EXERCISE GOAL
The entries below need to be written out exactly, with no pictures included.

··· TASK INPUTS

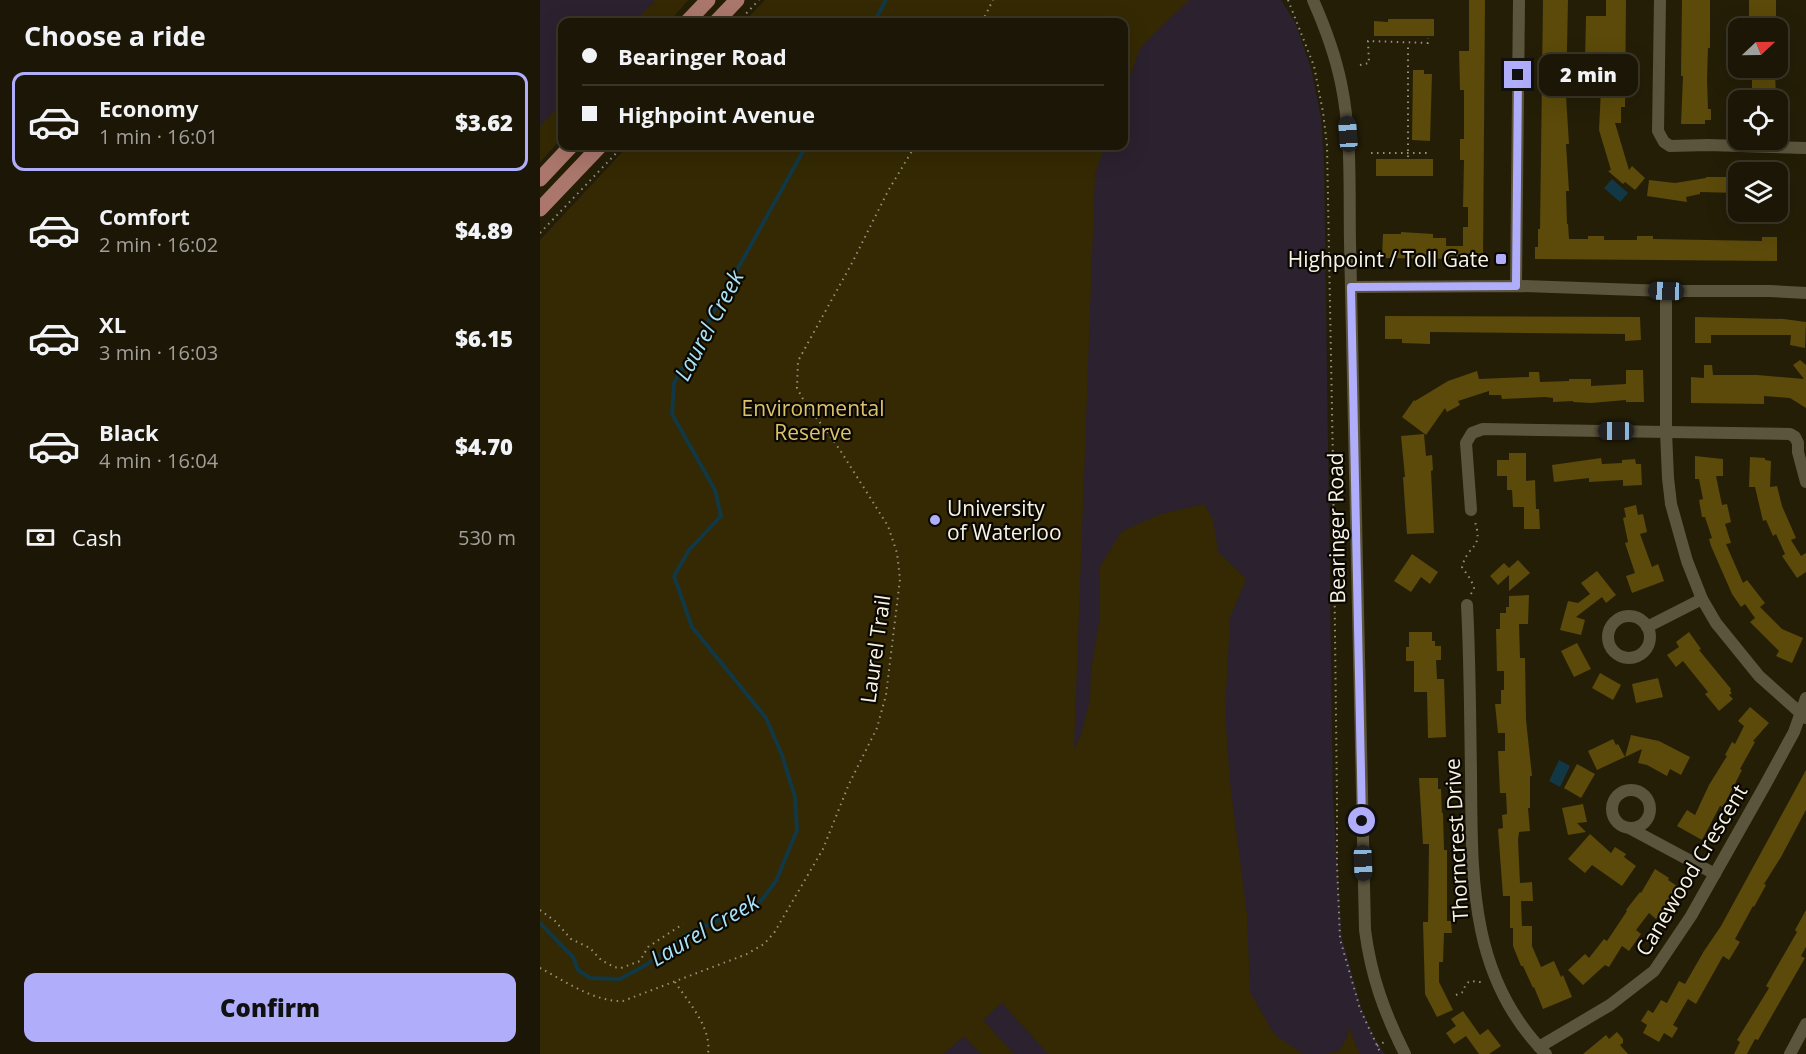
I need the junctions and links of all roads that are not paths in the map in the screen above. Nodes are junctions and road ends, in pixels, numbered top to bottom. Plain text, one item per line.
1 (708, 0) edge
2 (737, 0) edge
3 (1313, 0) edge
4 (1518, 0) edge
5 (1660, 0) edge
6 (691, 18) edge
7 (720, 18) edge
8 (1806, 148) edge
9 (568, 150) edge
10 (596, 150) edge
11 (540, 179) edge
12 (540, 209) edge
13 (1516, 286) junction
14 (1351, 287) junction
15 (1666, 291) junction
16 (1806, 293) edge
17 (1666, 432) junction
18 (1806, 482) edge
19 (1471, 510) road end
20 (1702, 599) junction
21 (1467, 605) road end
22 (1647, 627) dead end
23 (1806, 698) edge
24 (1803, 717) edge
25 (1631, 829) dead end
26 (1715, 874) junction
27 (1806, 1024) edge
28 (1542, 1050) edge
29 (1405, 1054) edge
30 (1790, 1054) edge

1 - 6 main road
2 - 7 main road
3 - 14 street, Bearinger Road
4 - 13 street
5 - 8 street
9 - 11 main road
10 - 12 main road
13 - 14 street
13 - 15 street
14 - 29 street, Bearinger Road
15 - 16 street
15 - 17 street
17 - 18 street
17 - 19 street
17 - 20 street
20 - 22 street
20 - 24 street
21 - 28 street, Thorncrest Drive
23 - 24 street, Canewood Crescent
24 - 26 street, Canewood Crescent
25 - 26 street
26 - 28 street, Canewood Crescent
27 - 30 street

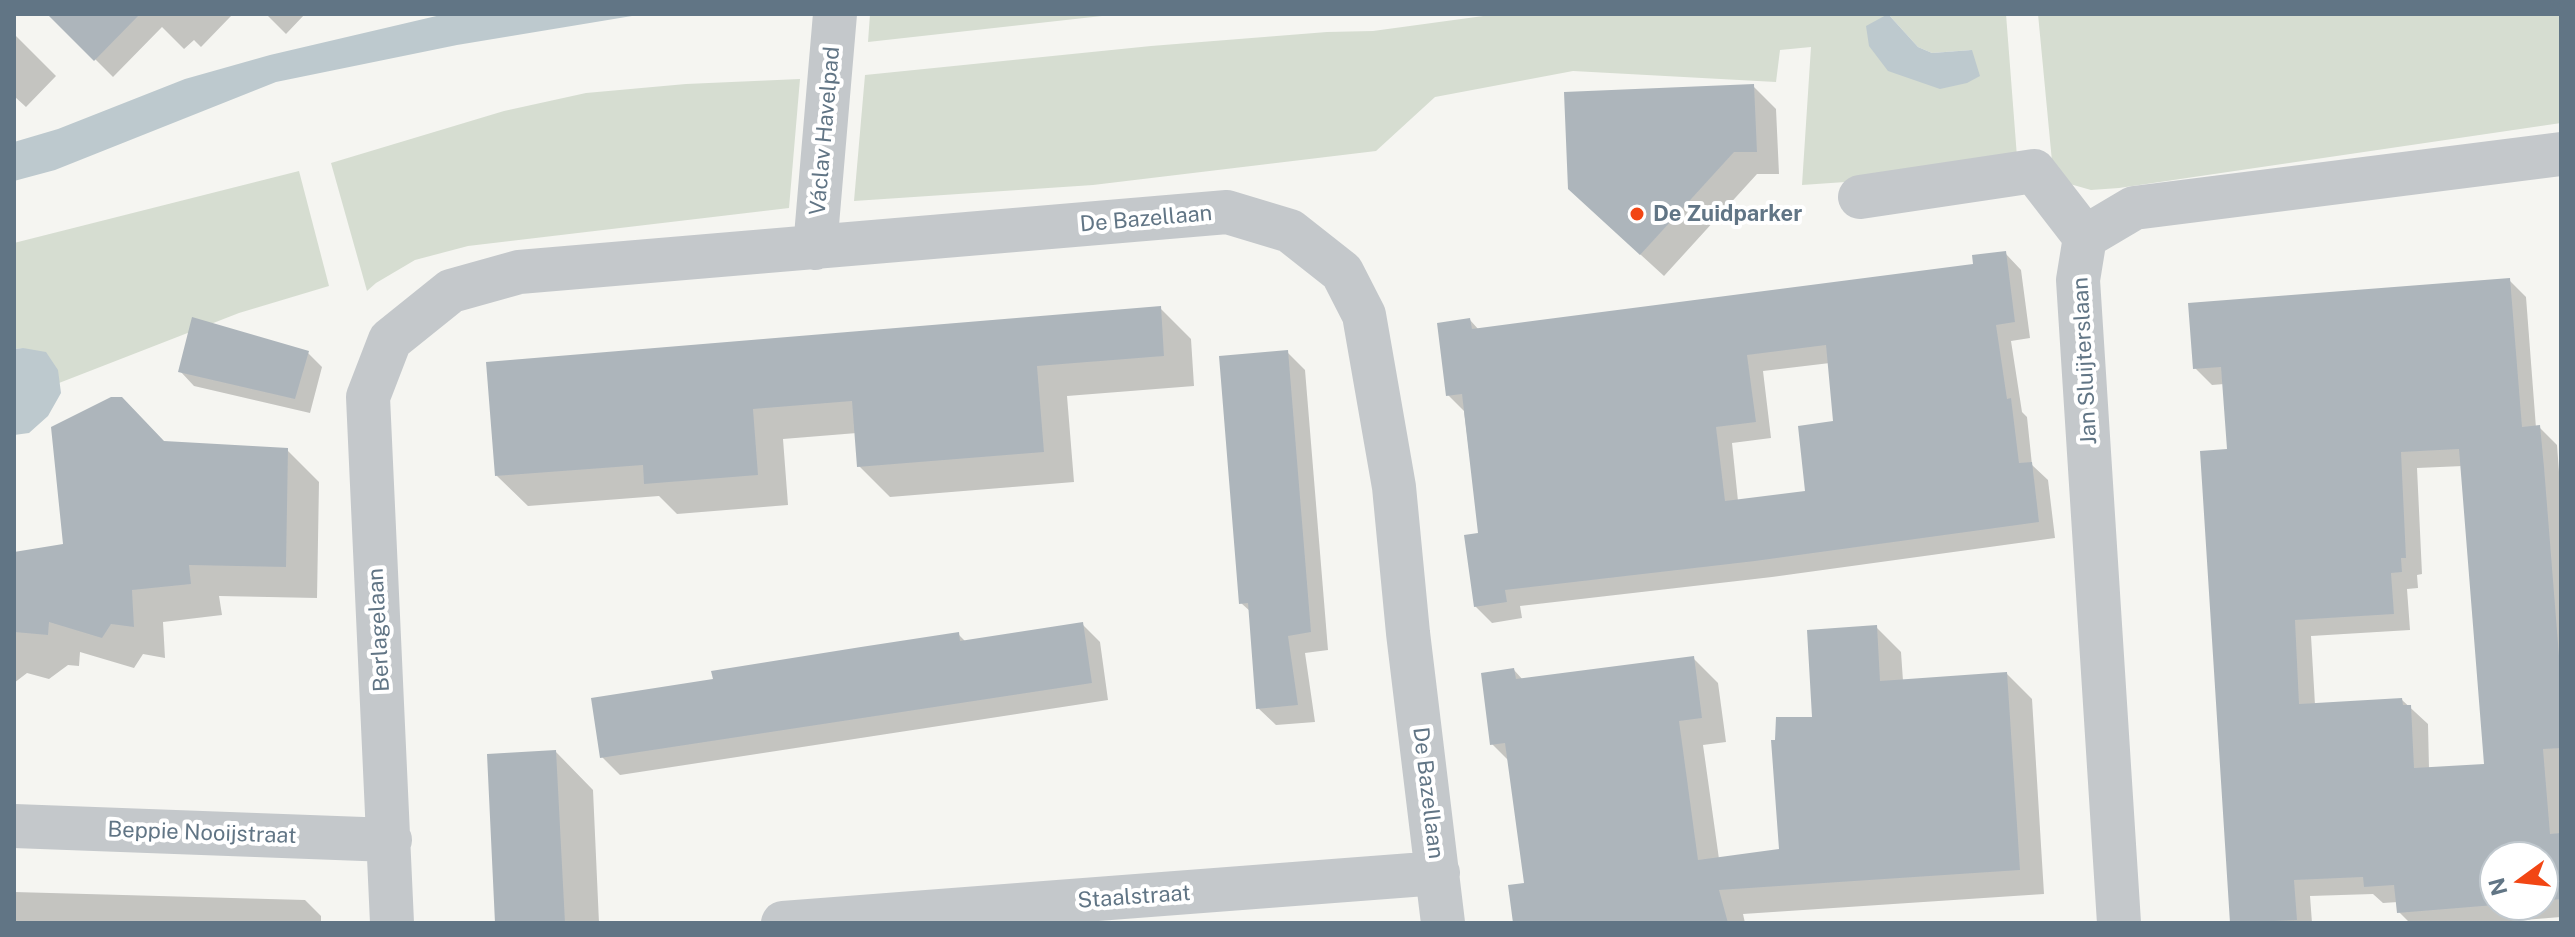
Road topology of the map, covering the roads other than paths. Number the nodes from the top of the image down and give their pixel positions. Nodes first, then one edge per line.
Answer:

······

SOLUTION BELOW
I need the junctions and links of all roads that are not paths in the map in the screen above. Nodes are junctions and road ends, in pixels, numbered top to bottom. Plain text, one item per line.
1 (708, 0) edge
2 (737, 0) edge
3 (1313, 0) edge
4 (1518, 0) edge
5 (1660, 0) edge
6 (691, 18) edge
7 (720, 18) edge
8 (1806, 148) edge
9 (568, 150) edge
10 (596, 150) edge
11 (540, 179) edge
12 (540, 209) edge
13 (1516, 286) junction
14 (1351, 287) junction
15 (1666, 291) junction
16 (1806, 293) edge
17 (1666, 432) junction
18 (1806, 482) edge
19 (1471, 510) road end
20 (1702, 599) junction
21 (1467, 605) road end
22 (1647, 627) dead end
23 (1806, 698) edge
24 (1803, 717) edge
25 (1631, 829) dead end
26 (1715, 874) junction
27 (1806, 1024) edge
28 (1542, 1050) edge
29 (1405, 1054) edge
30 (1790, 1054) edge

1 - 6 main road
2 - 7 main road
3 - 14 street, Bearinger Road
4 - 13 street
5 - 8 street
9 - 11 main road
10 - 12 main road
13 - 14 street
13 - 15 street
14 - 29 street, Bearinger Road
15 - 16 street
15 - 17 street
17 - 18 street
17 - 19 street
17 - 20 street
20 - 22 street
20 - 24 street
21 - 28 street, Thorncrest Drive
23 - 24 street, Canewood Crescent
24 - 26 street, Canewood Crescent
25 - 26 street
26 - 28 street, Canewood Crescent
27 - 30 street

Road topology of the map, covering the roads other than paths. Number the nodes from the top of the image down and give their pixel positions. Nodes first, then one edge per line.
Answer:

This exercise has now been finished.